ONTARIO
SUPERIOR COURT OF JUSTICE
COURT FILE NO.: 11-50451
DATE: 2013/04/22
BETWEEN:
Rebecca Pammett, Gail Pammett and Kenneth Pammett
Plaintiffs/Responding Parties
– and –
McBride Corp.
Defendant/Moving Party
Laurie A. Tucker, for the Plaintiffs/Responding Parties
Michael Raymond Switzer, for the Defendant/Moving Party
HEARD: March 5, 2013
REASONS FOR DECISION
R. SMITH J.
[1] The defendant McBride Corp. (“McBride”) has brought a motion seeking a summary judgment dismissing the plaintiffs’ claim on the grounds that Rebecca Pammett slipped and fell on a walkway that was not part of the lands leased by it. As a result, McBride submits that it was not an occupier as defined under the Occupiers’ Liability Act, R.S.O. 1990, c. O.2 (the “OLA”) and therefore cannot be found liable.
[2] McBride also seeks to amend its statement of defence to plead that the fall did not occur on lands or premises occupied by it as defined under the OLA.
[3] The plaintiffs Rebecca, Gail, and Kenneth Pammett (collectively referred to as “Pammett”) submit that there are genuine issues requiring a trial namely to determine whether McBride was an occupier under the OLA, even if it did not lease the lands where the fall occurred; and secondly to determine whether McBride was negligent and caused Pammett to slip and fall on the walkway even if it was not an occupier as defined under the OLA.
[4] The plaintiffs further submit that the defendant should not be permitted to amend its statement of defence to plead that it was not an occupier of the lands where the fall occurred.
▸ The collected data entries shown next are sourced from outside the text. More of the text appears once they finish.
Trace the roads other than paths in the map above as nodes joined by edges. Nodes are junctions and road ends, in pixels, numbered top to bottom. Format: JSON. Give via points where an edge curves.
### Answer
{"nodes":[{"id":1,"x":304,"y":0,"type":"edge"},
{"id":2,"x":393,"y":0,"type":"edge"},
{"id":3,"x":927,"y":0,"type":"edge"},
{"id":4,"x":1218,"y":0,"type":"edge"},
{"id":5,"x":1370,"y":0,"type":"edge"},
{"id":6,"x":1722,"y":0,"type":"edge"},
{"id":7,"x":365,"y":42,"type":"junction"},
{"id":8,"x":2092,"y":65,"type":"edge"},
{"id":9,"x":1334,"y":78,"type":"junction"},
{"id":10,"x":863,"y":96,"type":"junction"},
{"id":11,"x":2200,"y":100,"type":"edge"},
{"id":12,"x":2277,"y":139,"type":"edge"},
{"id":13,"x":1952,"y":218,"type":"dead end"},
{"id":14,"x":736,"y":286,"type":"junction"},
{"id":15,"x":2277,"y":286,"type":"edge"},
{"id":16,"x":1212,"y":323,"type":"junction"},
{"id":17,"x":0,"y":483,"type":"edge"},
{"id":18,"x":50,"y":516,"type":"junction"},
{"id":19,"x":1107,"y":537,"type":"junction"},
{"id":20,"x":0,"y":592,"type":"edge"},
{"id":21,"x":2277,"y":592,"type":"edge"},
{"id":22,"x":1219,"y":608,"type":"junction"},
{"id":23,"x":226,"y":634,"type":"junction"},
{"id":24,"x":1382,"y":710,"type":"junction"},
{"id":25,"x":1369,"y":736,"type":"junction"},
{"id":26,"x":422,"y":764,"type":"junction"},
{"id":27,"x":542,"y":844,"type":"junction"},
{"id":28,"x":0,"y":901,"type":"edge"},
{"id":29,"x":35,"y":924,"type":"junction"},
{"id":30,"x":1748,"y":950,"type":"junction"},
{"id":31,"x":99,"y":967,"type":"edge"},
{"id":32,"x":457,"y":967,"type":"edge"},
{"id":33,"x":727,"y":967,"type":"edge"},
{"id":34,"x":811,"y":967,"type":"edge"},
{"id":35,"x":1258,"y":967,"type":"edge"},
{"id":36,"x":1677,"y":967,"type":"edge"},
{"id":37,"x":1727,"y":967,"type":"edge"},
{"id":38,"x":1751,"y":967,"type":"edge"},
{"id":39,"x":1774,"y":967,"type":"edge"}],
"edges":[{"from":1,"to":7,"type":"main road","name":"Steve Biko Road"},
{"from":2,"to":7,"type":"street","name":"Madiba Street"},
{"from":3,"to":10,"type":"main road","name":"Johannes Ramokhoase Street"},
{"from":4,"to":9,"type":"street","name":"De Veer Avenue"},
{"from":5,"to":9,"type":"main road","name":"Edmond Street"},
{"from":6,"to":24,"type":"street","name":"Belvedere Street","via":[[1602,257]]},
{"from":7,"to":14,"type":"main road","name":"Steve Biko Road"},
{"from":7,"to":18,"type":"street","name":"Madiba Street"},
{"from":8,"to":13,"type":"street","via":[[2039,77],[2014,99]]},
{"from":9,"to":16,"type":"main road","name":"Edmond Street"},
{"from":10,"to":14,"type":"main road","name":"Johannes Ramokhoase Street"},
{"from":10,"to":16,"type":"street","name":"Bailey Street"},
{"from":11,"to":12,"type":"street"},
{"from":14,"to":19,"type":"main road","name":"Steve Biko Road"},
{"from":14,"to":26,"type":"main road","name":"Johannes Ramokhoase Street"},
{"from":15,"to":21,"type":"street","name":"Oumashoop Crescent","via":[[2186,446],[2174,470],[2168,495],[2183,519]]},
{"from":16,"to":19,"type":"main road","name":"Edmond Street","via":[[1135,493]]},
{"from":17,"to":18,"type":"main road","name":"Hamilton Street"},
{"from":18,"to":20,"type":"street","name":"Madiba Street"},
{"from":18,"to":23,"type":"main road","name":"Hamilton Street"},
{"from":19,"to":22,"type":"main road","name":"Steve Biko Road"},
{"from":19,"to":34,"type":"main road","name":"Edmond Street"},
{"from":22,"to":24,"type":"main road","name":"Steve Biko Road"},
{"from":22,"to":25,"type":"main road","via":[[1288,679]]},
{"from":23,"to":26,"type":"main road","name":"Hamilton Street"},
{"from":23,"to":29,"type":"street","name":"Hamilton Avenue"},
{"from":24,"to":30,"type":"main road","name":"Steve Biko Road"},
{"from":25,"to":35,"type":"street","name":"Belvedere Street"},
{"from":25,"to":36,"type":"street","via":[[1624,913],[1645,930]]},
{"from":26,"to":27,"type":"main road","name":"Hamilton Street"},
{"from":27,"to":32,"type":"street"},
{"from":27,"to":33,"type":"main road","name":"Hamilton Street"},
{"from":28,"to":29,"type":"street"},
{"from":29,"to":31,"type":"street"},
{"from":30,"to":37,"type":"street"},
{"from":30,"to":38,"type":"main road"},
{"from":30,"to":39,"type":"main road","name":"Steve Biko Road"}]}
The plaintiffs argue that they would suffer prejudice because they have only claimed against McBride and not against the owner of the premises or the contractor engaged to maintain the walkway in question, and the limitation period may have expired. The plaintiffs submit that allowing the defendant to amend its statement of defence would amount to allowing the defence to withdraw an admission that it was an occupier.
[5] The following issues must be decided:
(1) Is a trial required to determine if McBride was an occupier under the OLA?
(2) Is a trial required to determine if McBride is liable under common law principles of negligence?
(3) Should McBride be permitted to amend its statement of defence to plead that it was not an occupier?
Background Facts
Slip and Fall
[6] On January 21, 2009, Rebecca Pammett slipped and fell on a walkway which constituted the main entrance to the Tim Hortons restaurant owned and operated by McBride as a franchisee.
[7] McBride sub‑leased premises from the owner of a commercial center located at 1260 Merivale Road in Ottawa which can be described as a “strip mall”.
[8] The commercial center is owned by 1230174 Ontario Inc. (“1230174” or “Ashcroft”), which leases commercial space to various businesses within the commercial center.
[9] McBride leased a portion of land within the commercial center where it operates a Tim Hortons restaurant franchise under licence. McBride only leased the premises from the exterior walls of the building inward as well as a portion of a drive‑thru lane adjacent to the building. The leased premises do not include the walkway, which constitutes the entrance to the Tim Hortons, where the fall occurred. McBride also did not lease the parking lot area of the commercial center.
[10] Ashcroft engaged the services of a winter maintenance contractor named Variety Property Maintenance, Landscaping & Design Inc. to maintain the parking lot and walkways of the commercial center during the winter months of 2008‑2009.
[11] During discoveries in September 2011, the plaintiffs discovered that the walkway area where the fall occurred, which is the exclusive entranceway to the Tim Hortons restaurant, was not leased to the defendant. Ashcroft owns the walkway area where the slip and fall occurred.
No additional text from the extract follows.